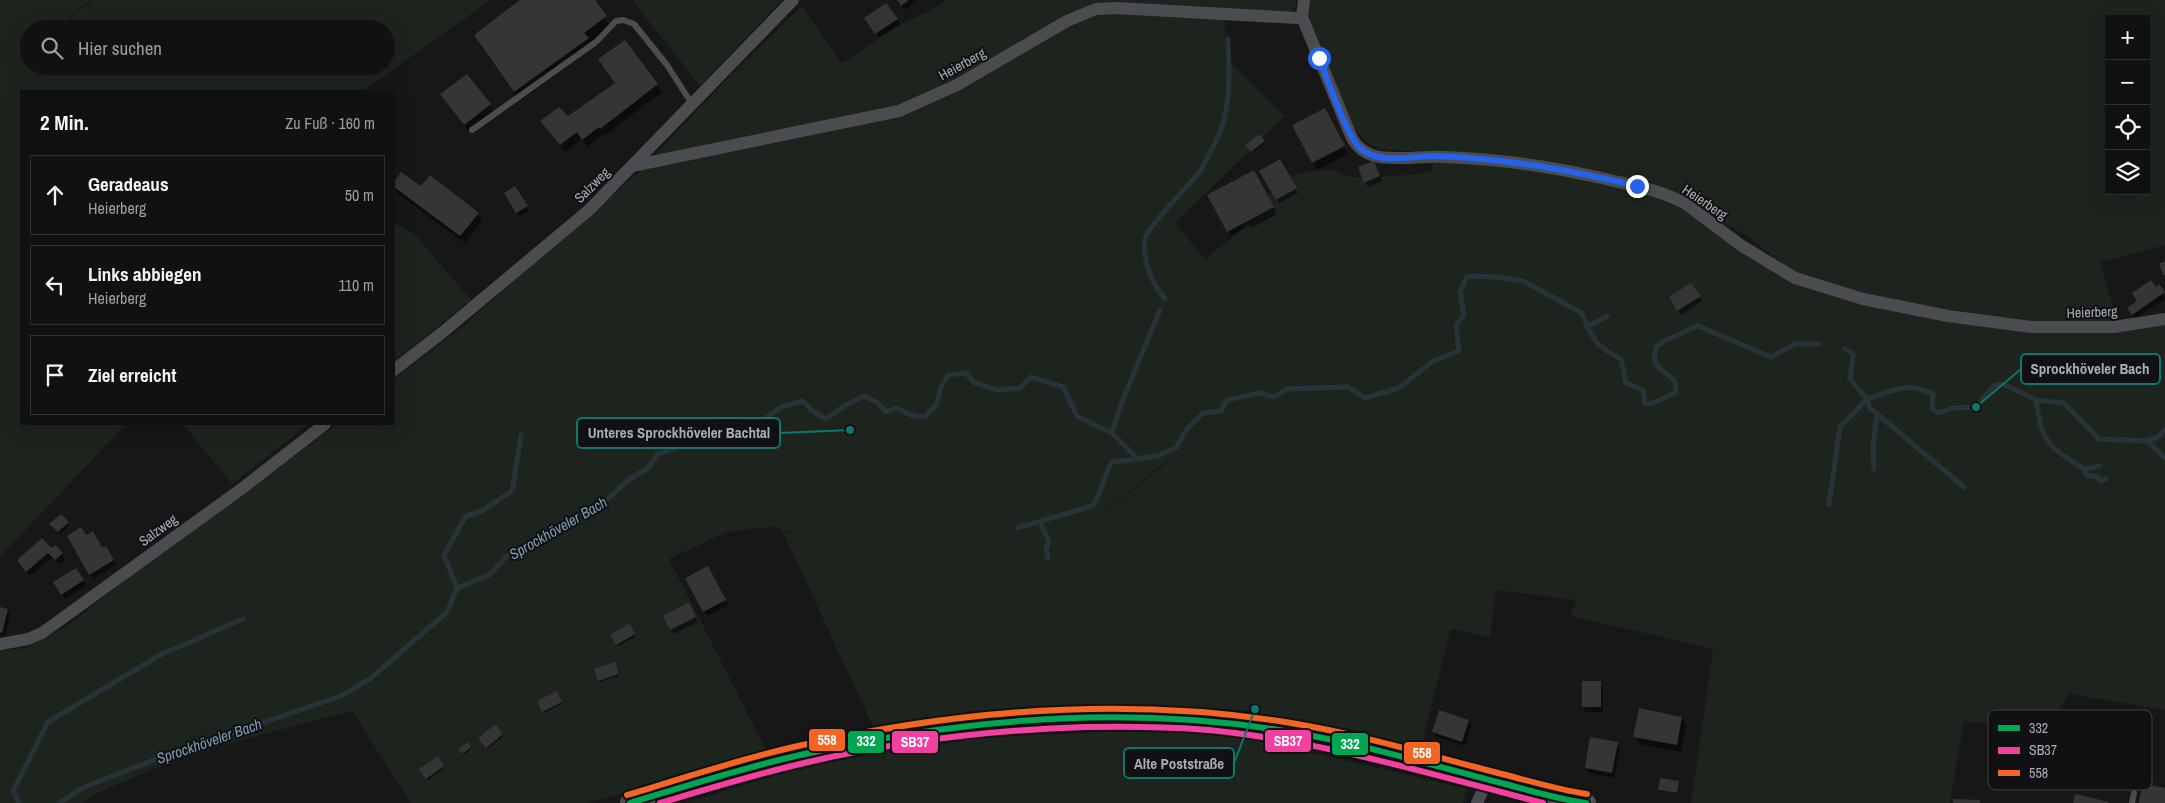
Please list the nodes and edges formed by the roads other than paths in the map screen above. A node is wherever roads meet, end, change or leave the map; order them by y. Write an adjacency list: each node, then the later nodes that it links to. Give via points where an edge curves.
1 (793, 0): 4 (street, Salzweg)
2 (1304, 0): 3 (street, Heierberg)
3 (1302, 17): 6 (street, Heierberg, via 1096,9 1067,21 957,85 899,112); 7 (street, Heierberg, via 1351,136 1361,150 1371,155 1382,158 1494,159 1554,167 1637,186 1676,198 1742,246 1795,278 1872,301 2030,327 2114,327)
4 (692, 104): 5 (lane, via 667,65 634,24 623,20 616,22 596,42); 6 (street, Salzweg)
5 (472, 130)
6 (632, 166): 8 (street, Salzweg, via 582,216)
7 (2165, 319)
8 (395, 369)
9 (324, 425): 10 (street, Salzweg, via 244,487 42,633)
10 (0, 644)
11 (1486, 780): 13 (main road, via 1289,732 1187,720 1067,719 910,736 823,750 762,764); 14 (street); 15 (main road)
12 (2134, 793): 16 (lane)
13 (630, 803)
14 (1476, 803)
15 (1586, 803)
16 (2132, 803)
- - - - -
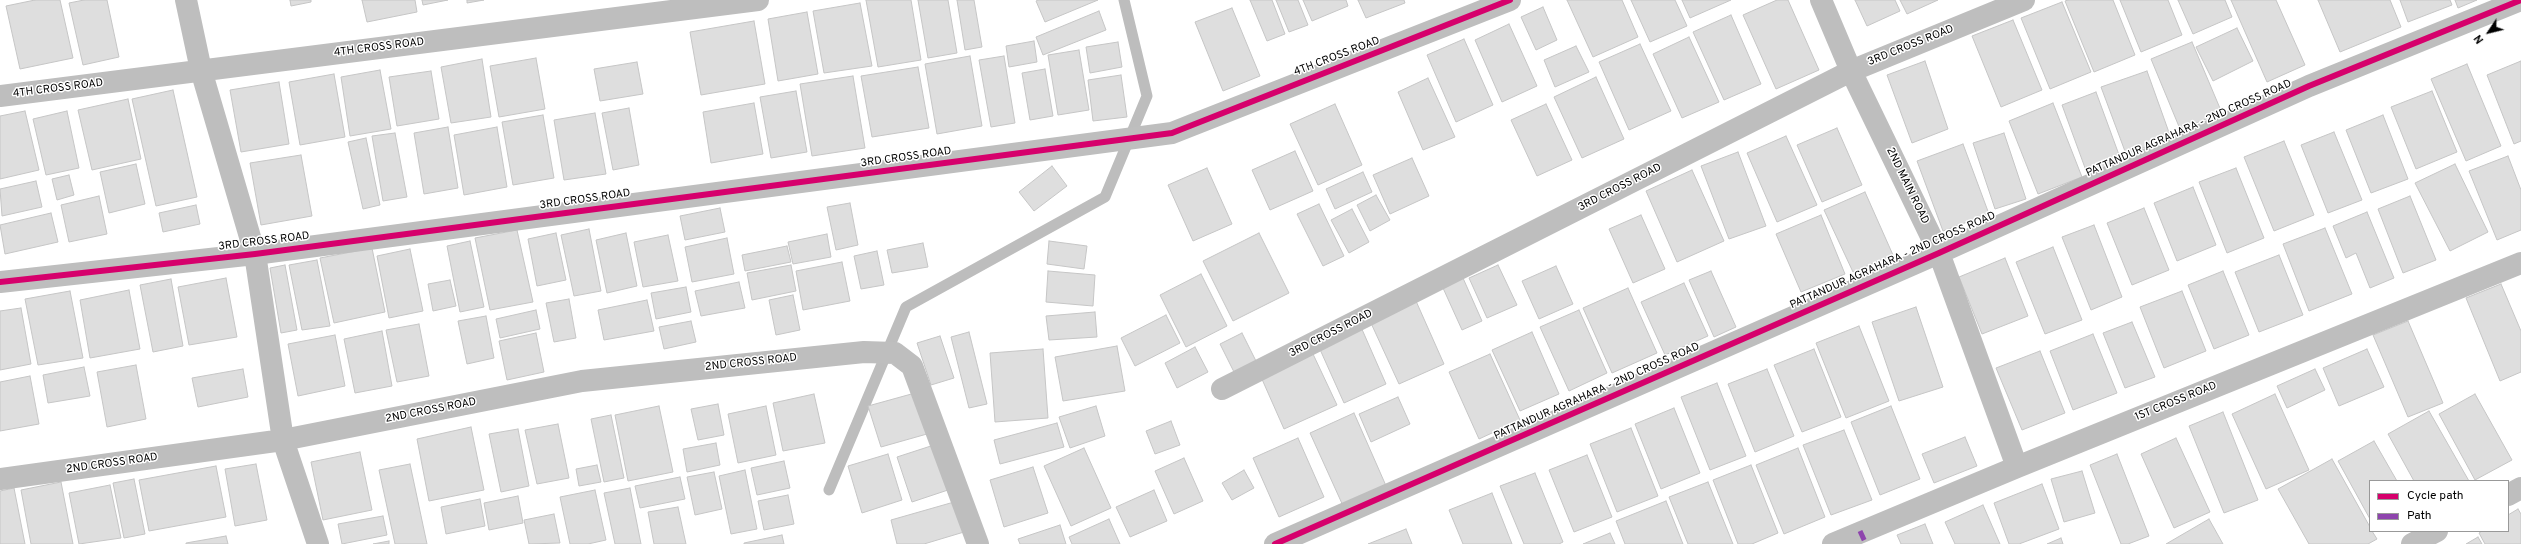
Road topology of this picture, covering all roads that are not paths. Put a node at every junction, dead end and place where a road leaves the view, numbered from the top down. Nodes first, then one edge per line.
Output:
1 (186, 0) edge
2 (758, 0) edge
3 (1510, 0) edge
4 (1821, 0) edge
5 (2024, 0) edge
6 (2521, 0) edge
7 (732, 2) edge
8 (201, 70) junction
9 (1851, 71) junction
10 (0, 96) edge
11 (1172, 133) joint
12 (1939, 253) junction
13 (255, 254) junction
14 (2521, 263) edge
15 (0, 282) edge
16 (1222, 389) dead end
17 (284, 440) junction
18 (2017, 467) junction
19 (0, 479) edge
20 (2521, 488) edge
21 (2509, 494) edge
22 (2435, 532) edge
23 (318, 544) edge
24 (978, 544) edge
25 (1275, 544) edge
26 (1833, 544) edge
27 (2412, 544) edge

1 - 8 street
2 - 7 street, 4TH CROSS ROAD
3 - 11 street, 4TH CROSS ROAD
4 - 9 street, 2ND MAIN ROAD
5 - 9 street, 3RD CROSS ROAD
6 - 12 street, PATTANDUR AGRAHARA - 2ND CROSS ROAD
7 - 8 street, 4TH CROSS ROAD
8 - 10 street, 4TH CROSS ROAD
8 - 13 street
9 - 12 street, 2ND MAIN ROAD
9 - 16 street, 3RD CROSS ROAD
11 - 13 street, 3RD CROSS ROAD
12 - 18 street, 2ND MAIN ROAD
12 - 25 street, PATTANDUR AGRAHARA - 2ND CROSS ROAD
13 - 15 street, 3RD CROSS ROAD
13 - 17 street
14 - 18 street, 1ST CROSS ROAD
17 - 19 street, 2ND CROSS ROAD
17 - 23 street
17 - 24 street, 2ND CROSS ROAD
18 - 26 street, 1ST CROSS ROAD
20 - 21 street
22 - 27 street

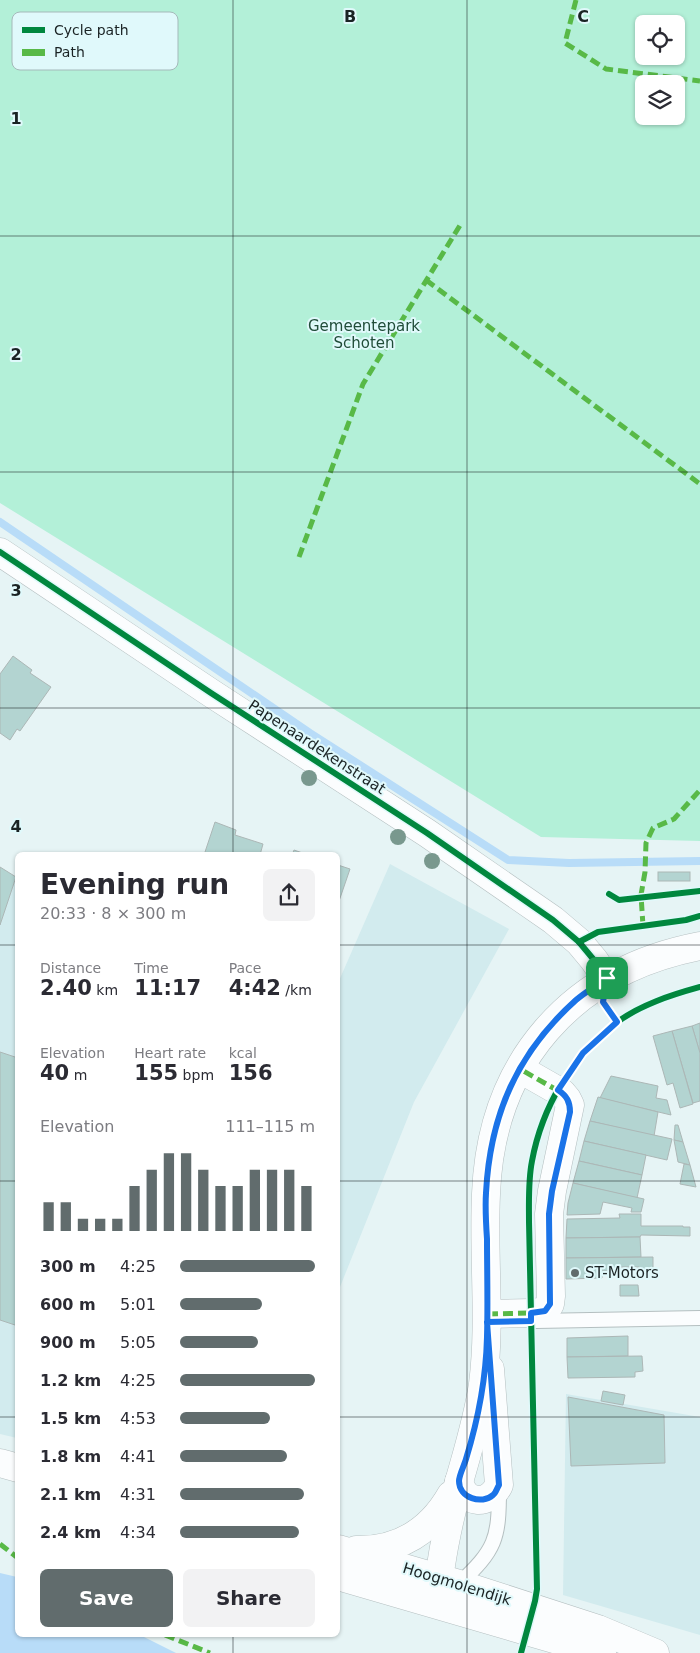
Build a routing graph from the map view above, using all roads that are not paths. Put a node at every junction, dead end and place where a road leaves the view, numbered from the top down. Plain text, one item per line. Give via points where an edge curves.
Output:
- - - - -
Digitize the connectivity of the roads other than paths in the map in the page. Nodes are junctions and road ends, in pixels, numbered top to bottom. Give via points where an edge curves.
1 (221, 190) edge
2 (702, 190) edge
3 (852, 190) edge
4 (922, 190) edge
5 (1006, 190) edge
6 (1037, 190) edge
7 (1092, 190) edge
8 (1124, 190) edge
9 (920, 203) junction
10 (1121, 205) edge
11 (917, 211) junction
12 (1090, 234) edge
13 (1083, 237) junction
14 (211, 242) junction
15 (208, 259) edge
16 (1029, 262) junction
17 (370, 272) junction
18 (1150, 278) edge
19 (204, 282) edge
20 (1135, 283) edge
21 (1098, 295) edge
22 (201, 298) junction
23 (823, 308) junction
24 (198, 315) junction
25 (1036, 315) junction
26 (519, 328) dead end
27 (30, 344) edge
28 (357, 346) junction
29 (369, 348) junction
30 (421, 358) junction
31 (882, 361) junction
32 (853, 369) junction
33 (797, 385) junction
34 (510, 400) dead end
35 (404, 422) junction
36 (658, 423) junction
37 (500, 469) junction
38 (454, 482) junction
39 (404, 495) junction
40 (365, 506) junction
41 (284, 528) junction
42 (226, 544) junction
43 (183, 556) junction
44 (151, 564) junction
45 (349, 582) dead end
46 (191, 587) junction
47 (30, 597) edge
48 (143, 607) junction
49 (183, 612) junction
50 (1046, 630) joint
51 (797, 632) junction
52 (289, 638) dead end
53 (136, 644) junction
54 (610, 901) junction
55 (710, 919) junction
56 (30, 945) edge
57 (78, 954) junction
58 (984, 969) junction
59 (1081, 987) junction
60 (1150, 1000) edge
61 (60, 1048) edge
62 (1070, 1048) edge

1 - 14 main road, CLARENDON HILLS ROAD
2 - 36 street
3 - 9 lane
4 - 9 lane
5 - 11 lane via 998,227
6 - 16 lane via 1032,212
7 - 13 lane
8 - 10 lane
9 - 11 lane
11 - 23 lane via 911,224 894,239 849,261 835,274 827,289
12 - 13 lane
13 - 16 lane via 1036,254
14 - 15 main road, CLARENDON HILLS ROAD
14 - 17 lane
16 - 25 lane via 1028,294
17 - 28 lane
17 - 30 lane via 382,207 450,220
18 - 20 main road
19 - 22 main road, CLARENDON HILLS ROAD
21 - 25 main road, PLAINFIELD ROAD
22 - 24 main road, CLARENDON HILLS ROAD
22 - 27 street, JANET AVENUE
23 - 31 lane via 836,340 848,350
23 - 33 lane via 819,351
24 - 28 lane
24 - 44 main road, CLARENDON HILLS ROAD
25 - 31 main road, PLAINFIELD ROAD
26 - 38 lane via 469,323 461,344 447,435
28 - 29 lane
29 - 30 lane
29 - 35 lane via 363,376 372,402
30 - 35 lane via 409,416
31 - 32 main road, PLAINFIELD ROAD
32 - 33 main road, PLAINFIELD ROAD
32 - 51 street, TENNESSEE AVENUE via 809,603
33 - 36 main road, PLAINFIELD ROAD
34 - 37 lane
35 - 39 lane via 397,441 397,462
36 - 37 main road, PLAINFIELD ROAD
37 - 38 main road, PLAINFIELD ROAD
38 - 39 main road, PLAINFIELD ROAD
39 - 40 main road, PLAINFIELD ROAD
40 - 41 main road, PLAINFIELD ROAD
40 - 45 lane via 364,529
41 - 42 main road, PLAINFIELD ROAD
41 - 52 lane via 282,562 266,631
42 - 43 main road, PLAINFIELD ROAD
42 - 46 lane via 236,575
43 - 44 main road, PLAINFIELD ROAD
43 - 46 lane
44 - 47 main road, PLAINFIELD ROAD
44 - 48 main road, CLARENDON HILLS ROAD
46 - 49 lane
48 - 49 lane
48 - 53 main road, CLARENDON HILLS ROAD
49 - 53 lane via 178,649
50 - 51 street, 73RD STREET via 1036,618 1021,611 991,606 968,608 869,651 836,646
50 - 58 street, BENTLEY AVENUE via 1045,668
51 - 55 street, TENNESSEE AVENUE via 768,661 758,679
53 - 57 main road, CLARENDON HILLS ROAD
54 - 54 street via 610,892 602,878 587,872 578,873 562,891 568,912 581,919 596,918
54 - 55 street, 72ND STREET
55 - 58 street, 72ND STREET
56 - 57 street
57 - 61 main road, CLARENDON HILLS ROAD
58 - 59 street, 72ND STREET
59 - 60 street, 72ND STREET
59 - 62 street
- - - - -
About this exercise:
For each line in the data that contains the string "every", give a copy of that line.

Result:
Road topology of this picture, covering all roads that are not paths. Put a node at every junction, dead end and place where a road leaves the view, numbered from the top down. Nodes first, then one edge per line.
Build a routing graph from the map view above, using all roads that are not paths. Put a node at every junction, dead end and place where a road leaves the view, numbered from the top down. Plain text, one item per line. Give via points where an edge curves.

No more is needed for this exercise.